Yen bulls that have reaped nothing but disappointment in 2023 are finally eyeing gains as the currency climbs to its strongest in a month.

Predictions that the yen was poised for a 10% rally as Japan relented on its ultra-dovish monetary policy have yet to pan out, but signs that the currency is at a turning point are mounting. So, rather than changing their positions, some international investors are diversifying their rationale, and increasingly pinning their hopes for yen strength on the start of a global recession.

It’s easy to see why. The odds major economies will crash are rising as central banks are forced to keep tightening amid stickier-than-expected inflation, according to JPMorgan Chase & Co. economists. With that in mind, the yen — which tends to benefit from safe-haven flows — looks chronically undervalued as the currency’s trade-weighted, inflation-adjusted exchange rate hovers around lows last seen in 1971.

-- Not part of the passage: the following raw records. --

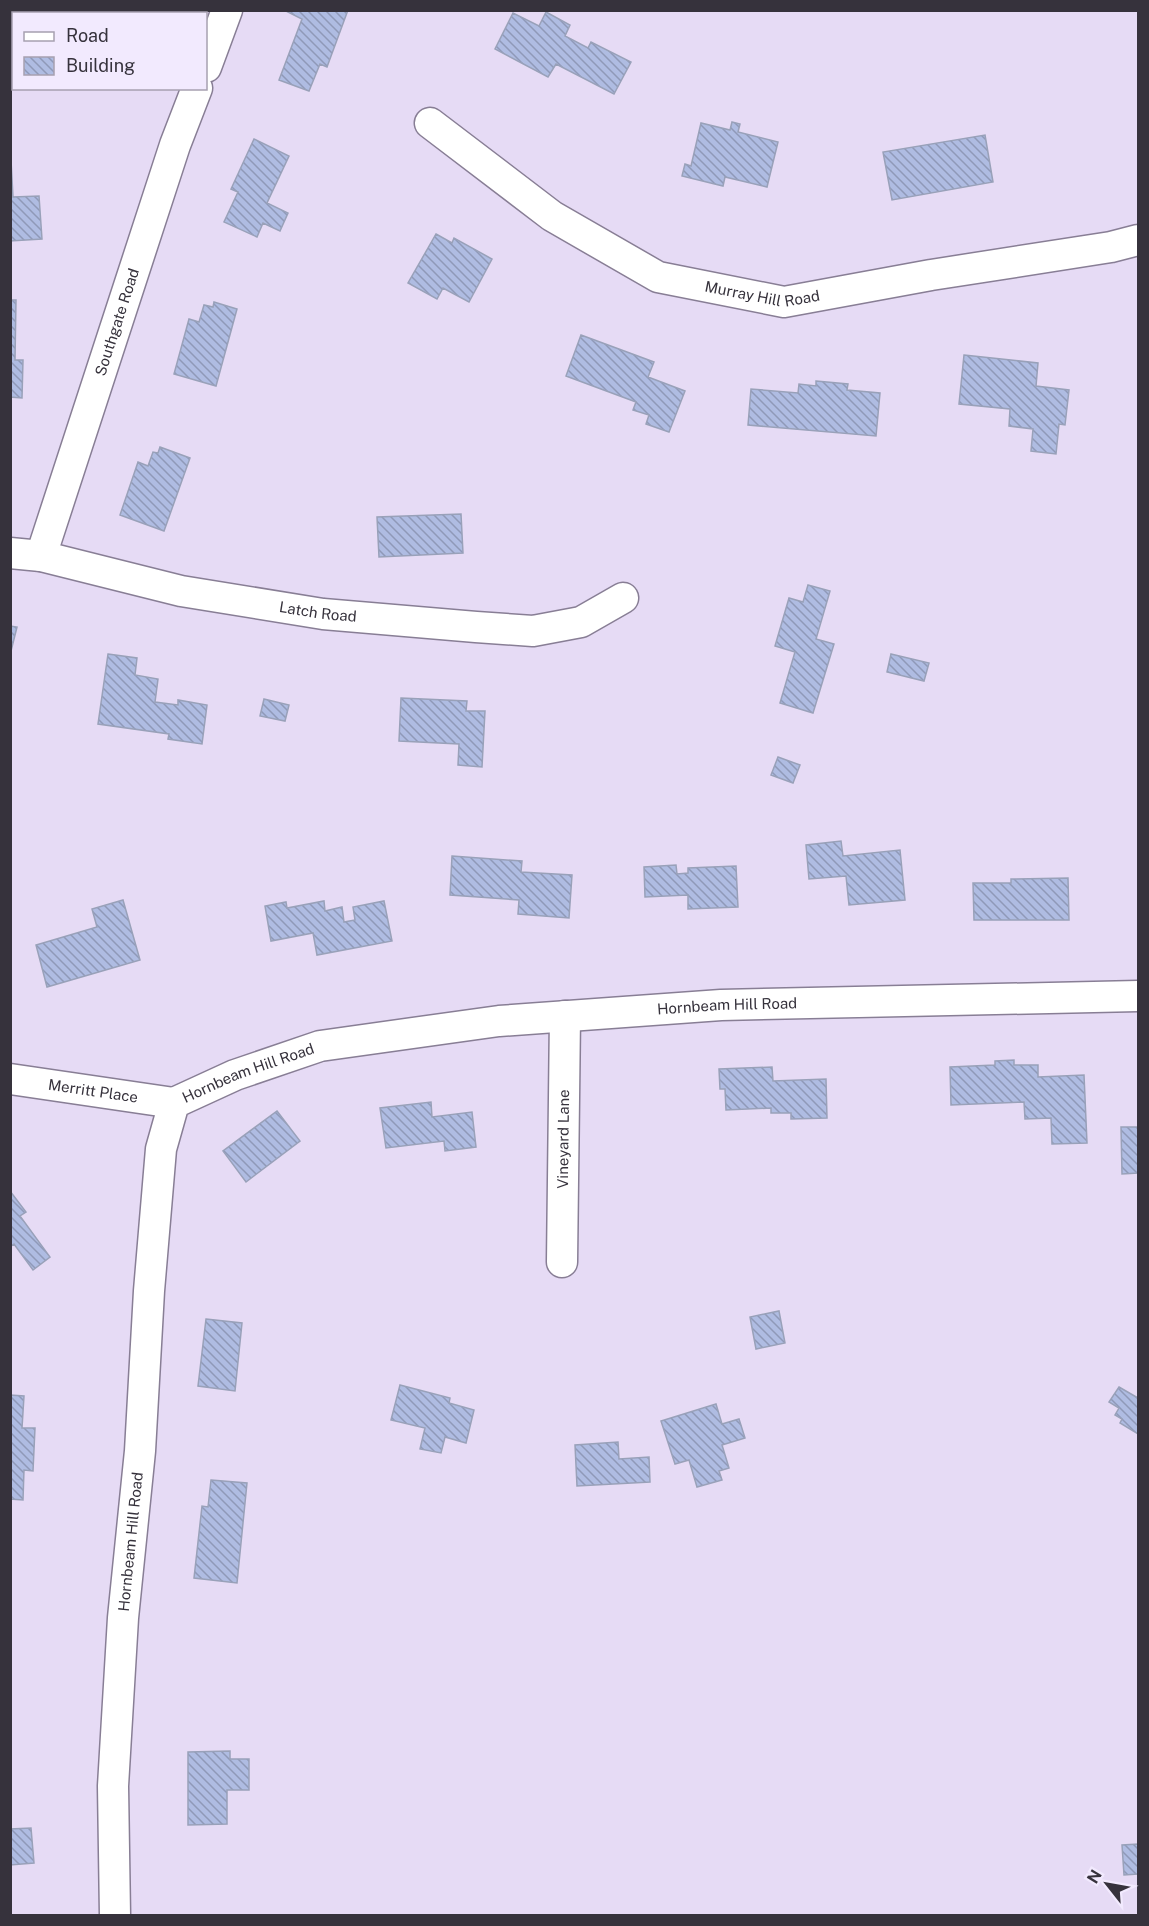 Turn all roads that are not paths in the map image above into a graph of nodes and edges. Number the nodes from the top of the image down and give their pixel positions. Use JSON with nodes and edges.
{"nodes":[{"id":1,"x":227,"y":10,"type":"edge"},
{"id":2,"x":207,"y":64,"type":"edge"},
{"id":3,"x":196,"y":90,"type":"edge"},
{"id":4,"x":430,"y":123,"type":"dead end"},
{"id":5,"x":1138,"y":240,"type":"edge"},
{"id":6,"x":10,"y":553,"type":"edge"},
{"id":7,"x":41,"y":556,"type":"junction"},
{"id":8,"x":623,"y":598,"type":"dead end"},
{"id":9,"x":1138,"y":996,"type":"edge"},
{"id":10,"x":565,"y":1016,"type":"junction"},
{"id":11,"x":10,"y":1079,"type":"edge"},
{"id":12,"x":174,"y":1103,"type":"junction"},
{"id":13,"x":562,"y":1262,"type":"dead end"},
{"id":14,"x":115,"y":1916,"type":"edge"}],
"edges":[{"from":1,"to":2,"type":"street"},
{"from":3,"to":7,"type":"street","name":"Southgate Road"},
{"from":4,"to":5,"type":"street","name":"Murray Hill Road"},
{"from":6,"to":7,"type":"street","name":"Latch Road"},
{"from":7,"to":8,"type":"street","name":"Latch Road"},
{"from":9,"to":10,"type":"street","name":"Hornbeam Hill Road"},
{"from":10,"to":12,"type":"street","name":"Hornbeam Hill Road"},
{"from":10,"to":13,"type":"street","name":"Vineyard Lane"},
{"from":11,"to":12,"type":"street","name":"Merritt Place"},
{"from":12,"to":14,"type":"street","name":"Hornbeam Hill Road"}]} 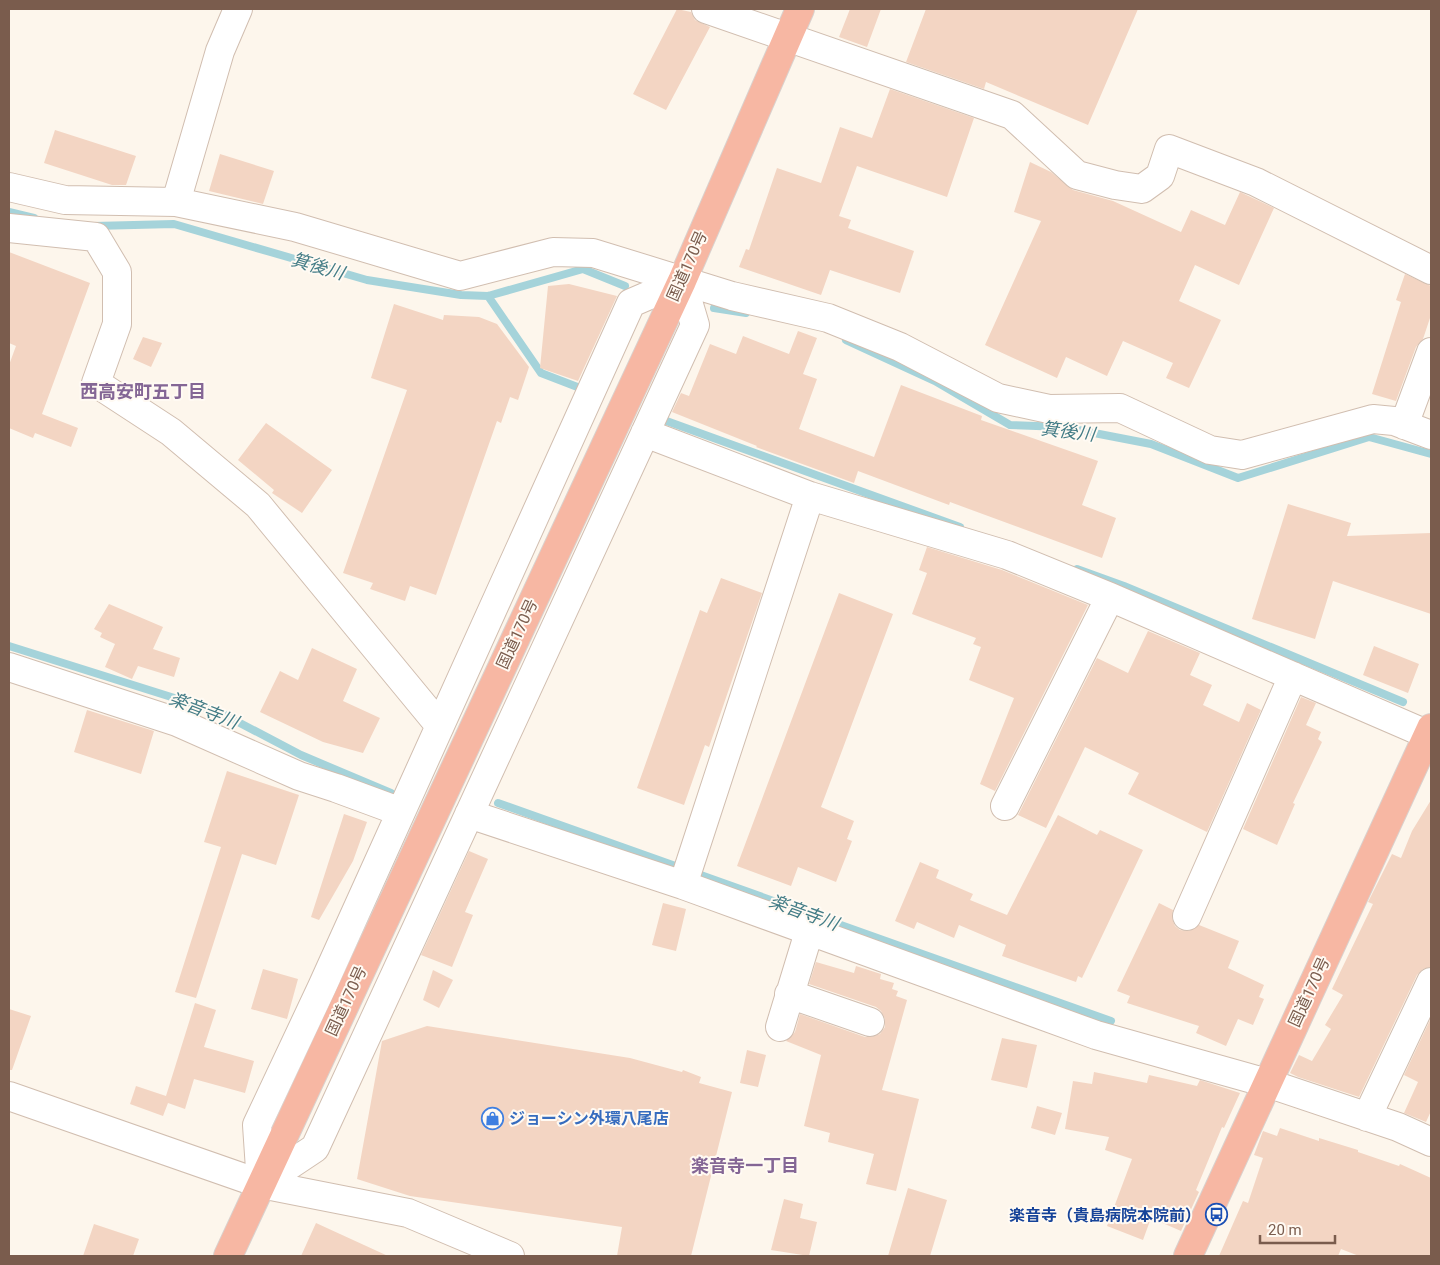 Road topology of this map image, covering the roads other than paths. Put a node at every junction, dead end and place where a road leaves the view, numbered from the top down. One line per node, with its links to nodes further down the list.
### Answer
1 (238, 9): 6 (street)
2 (706, 9): 4 (street)
3 (800, 9): 4 (highway, 国道170号)
4 (787, 38): 8 (street); 9 (highway, 国道170号)
5 (9, 187): 6 (street)
6 (176, 202): 9 (street)
7 (9, 228): 18 (street)
8 (1431, 270)
9 (682, 281): 11 (street); 12 (street); 18 (street); 34 (highway, 国道170号)
10 (1431, 352): 11 (street)
11 (1404, 425): 13 (street)
12 (645, 433): 14 (street); 22 (street)
13 (1431, 435)
14 (810, 496): 15 (street); 23 (street)
15 (1110, 597): 17 (street); 20 (street)
16 (9, 667): 21 (street)
17 (1293, 676): 19 (street); 24 (street)
18 (440, 726): 21 (street)
19 (1430, 733): 30 (highway, 国道170号)
20 (1005, 806)
21 (401, 812): 34 (street)
22 (469, 814): 23 (street); 34 (street)
23 (687, 873): 25 (street)
24 (1187, 916)
25 (809, 932): 27 (street); 30 (street)
26 (1431, 982): 32 (street)
27 (789, 994): 28 (street); 29 (street)
28 (870, 1022)
29 (780, 1027)
30 (1267, 1083): 32 (street); 37 (highway, 国道170号)
31 (9, 1096): 34 (street)
32 (1368, 1117): 33 (street)
33 (1431, 1142)
34 (261, 1184): 35 (highway, 国道170号); 36 (street)
35 (228, 1256)
36 (510, 1256)
37 (1188, 1256) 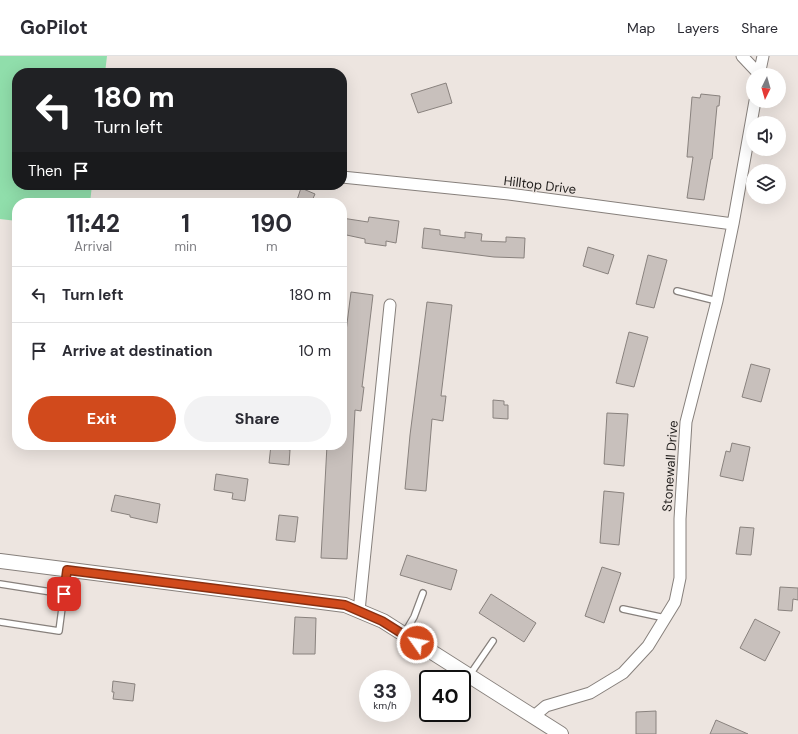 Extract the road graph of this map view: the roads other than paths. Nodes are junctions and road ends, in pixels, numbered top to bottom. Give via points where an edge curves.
1 (742, 56) edge
2 (762, 56) edge
3 (753, 68) edge
4 (760, 68) edge
5 (754, 108) edge
6 (347, 178) edge
7 (733, 224) junction
8 (677, 291) dead end
9 (717, 301) junction
10 (390, 305) dead end
11 (0, 561) edge
12 (67, 570) junction
13 (0, 584) edge
14 (423, 593) dead end
15 (64, 594) junction
16 (623, 609) dead end
17 (359, 611) junction
18 (665, 618) junction
19 (0, 622) edge
20 (404, 634) junction
21 (493, 641) dead end
22 (460, 670) edge
23 (471, 673) edge
24 (471, 677) edge
25 (533, 717) junction
26 (561, 734) edge

1 - 3 street
2 - 4 street
5 - 7 street, Stonewall Drive
6 - 7 street, Hilltop Drive via 509,194
7 - 9 street, Stonewall Drive
8 - 9 lane
9 - 18 street, Stonewall Drive via 686,422 680,519 680,578 675,602
10 - 17 street
11 - 12 street
12 - 15 lane
12 - 17 street via 345,605
13 - 15 lane
14 - 20 lane
15 - 19 lane via 59,631
16 - 18 lane
17 - 20 street
18 - 25 street, Stonewall Drive via 648,646 623,673 590,693 546,706
20 - 22 street
21 - 23 lane
24 - 25 street
25 - 26 street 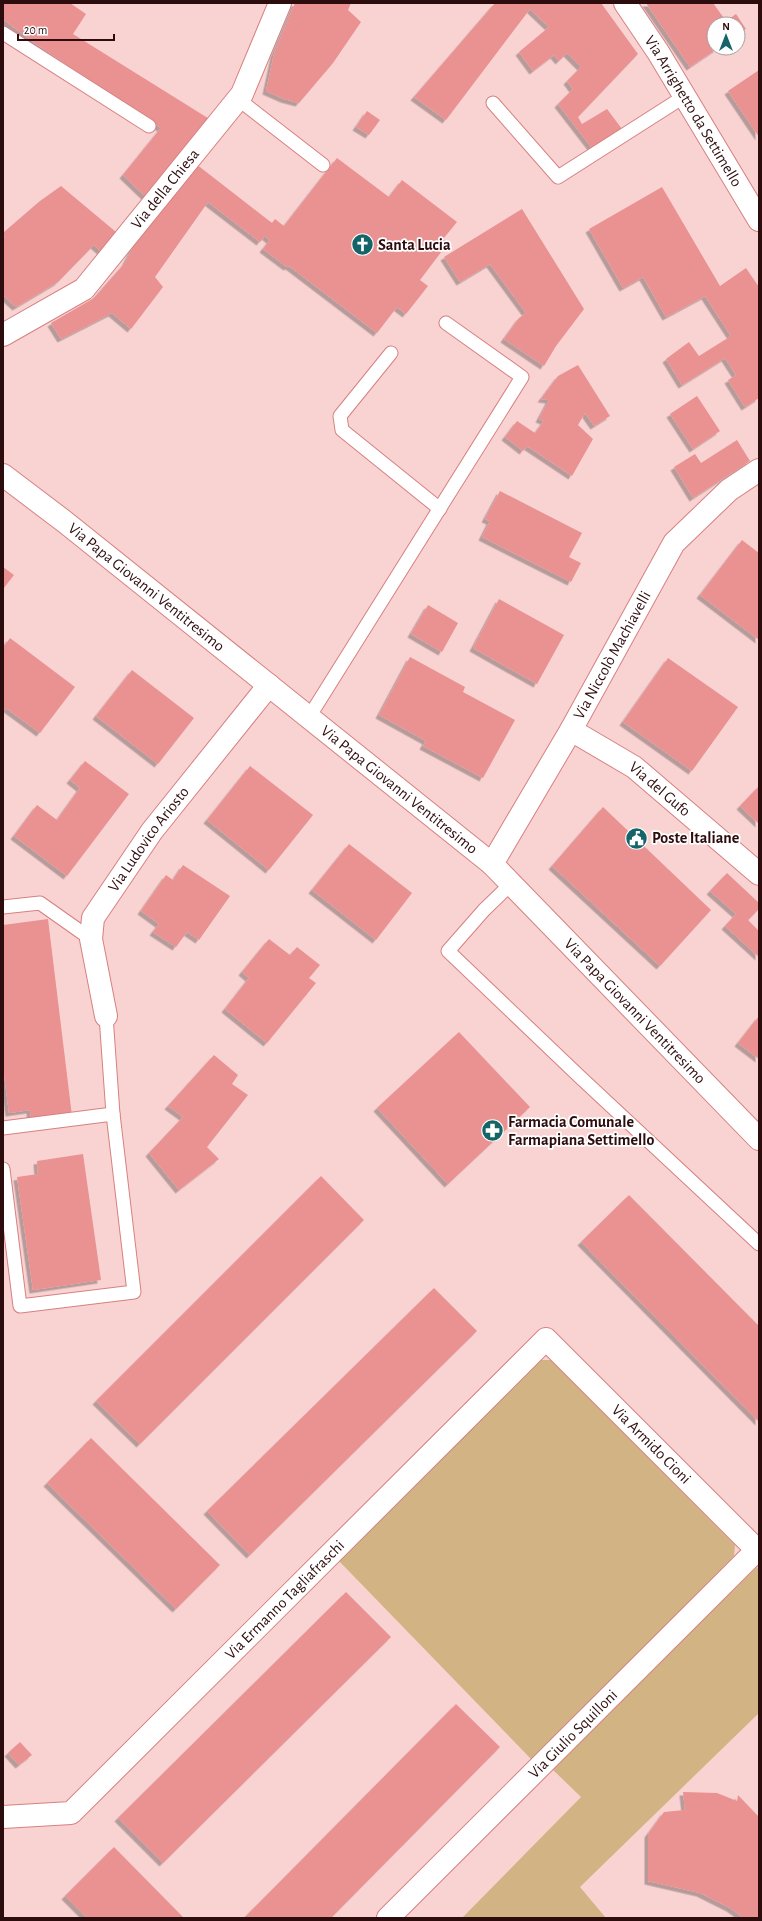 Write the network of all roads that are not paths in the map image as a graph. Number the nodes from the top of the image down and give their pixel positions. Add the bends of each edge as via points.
1 (280, 3) edge
2 (625, 3) edge
3 (3, 33) edge
4 (685, 96) junction
5 (238, 99) junction
6 (493, 103) dead end
7 (150, 126) dead end
8 (323, 165) dead end
9 (751, 189) edge
10 (759, 220) edge
11 (446, 323) dead end
12 (3, 335) edge
13 (391, 353) dead end
14 (759, 470) edge
15 (4, 477) edge
16 (440, 510) junction
17 (269, 685) junction
18 (309, 717) junction
19 (570, 730) junction
20 (492, 864) junction
21 (759, 874) edge
22 (512, 883) junction
23 (3, 907) edge
24 (91, 939) junction
25 (106, 1016) joint
26 (113, 1114) junction
27 (3, 1128) edge
28 (759, 1139) edge
29 (3, 1169) edge
30 (759, 1244) edge
31 (546, 1339) joint
32 (757, 1550) joint
33 (3, 1817) edge
34 (388, 1918) edge

1 - 5 street, Via della Chiesa
2 - 4 street, Via Arrighetto da Settimello
3 - 7 lane
4 - 6 lane via 558,177
4 - 9 street, Via Arrighetto da Settimello
5 - 8 lane
5 - 12 street, Via della Chiesa via 84,289
9 - 10 street, Via Arrighetto da Settimello
11 - 16 lane via 522,378
13 - 16 lane via 340,416 342,430
14 - 19 street, Via Niccolò Machiavelli via 729,490 674,543
15 - 17 street, Via Papa Giovanni Ventitresimo via 65,522
16 - 18 lane
17 - 18 street, Via Papa Giovanni Ventitresimo
17 - 24 street, Via Ludovico Ariosto via 152,831 93,918
18 - 20 street, Via Papa Giovanni Ventitresimo
19 - 20 street, Via Niccolò Machiavelli
19 - 21 street, Via del Gufo via 634,767
20 - 22 street, Via Papa Giovanni Ventitresimo
22 - 28 street, Via Papa Giovanni Ventitresimo
22 - 30 lane via 448,951
23 - 24 lane via 40,903
24 - 25 street, Via Ludovico Ariosto
25 - 26 lane
26 - 27 lane
26 - 29 lane via 134,1292 20,1306
31 - 32 street, Via Armido Cioni
31 - 33 street, Via Ermanno Tagliafraschi via 71,1813
32 - 34 street, Via Giulio Squilloni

“We’re only going to get closer to that eventual global recessionary risk and the likelihood of that is only increasing as we get into year-end and next year,” said Viraj Patel, a strategist at Vanda Research, who sees the yen gaining about 20% if the world economy rolls over. “It’s just a matter of timing rather than the catalyst being wrong.”

Indeed, the currency has climbed approximately 2.8% this month, outperforming almost all other Group-of-10 currencies after notching the worst performance among peers in the first half. It rose to a session high of 140.16 per dollar on Tuesday before paring gains, posting a four-day winning streak. In the options market, investors also appear to be positioning for a stronger yen ahead of Federal Reserve and Bank of Japan rate decisions later this month.

Coming into this year, yen bulls had every reason to be optimistic. The government had propped up the yen for the first time since 1998 — effectively putting a floor under the currency. Japan’s central bank seemed on course to tighten its highly accommodative monetary policy. And other central banks looked set to cut rates as their economies slowed.

Instead, the yen slipped back toward the levels that had prompted intervention in October, Japan’s policymakers have stayed pat, and the Fed has continued raising interest rates to try to control inflation.

Recession Bets

UBS Global Wealth Management sees timing a US recession as now key to the yen’s performance.

While the Swiss money manager has trimmed its forecast, Dominic Schnider — head of global foreign exchange and commodities — remains bullish, expecting the Japanese currency will finish 2023 more than 9% stronger at 128 per dollar.

The currency should climb once US data starts to moderate, he said. “Having long-yen exposure also acts as a risk-off hedge in a portfolio context should renewed financial market stress emerge,” he added, pointing to a March bounce in the yen as a handful of US regional banks crashed.

Capital Economics has also stood by a call for yen strength, with a year-end target of 130. The firm expects safe assets to regain lost ground in the second half as developed economies tip into recession and the appetite for risk sours.

Economists surveyed by Bloomberg forecast dollar-yen at 135 in six months, while the forwards market points to a more moderate path of appreciation.

Dollar-yen risk reversals over the next six and 12 months have stayed within negative territory since November, indicating that options traders are also expecting the pair to drop.

Still, plenty on Wall Street remain to be convinced. Asset managers added to their bets against the yen last week, boosting such wagers to the highest this year, and leveraged funds also increased their short positions. JPMorgan revised on Friday its dollar-yen target by year-end to 152 from 142, implying a 7.5% depreciation of the Japanese currency.

But the rationale for a yen rally — at some point — is hard to dismiss for those with the stomach to stick around.

Bank of America Corp. sees a modest 3% slide for the yen to 145 by year-end, but with room for the yen to advance next year as a broader downturn takes hold.

When the US central bank is finally forced to cut rates — around mid-2024 according to BofA estimates — the yen will finally appreciate, said Athanasios Vamvakidis, a strategist at the US bank.

“It’s all a matter of time,” he said.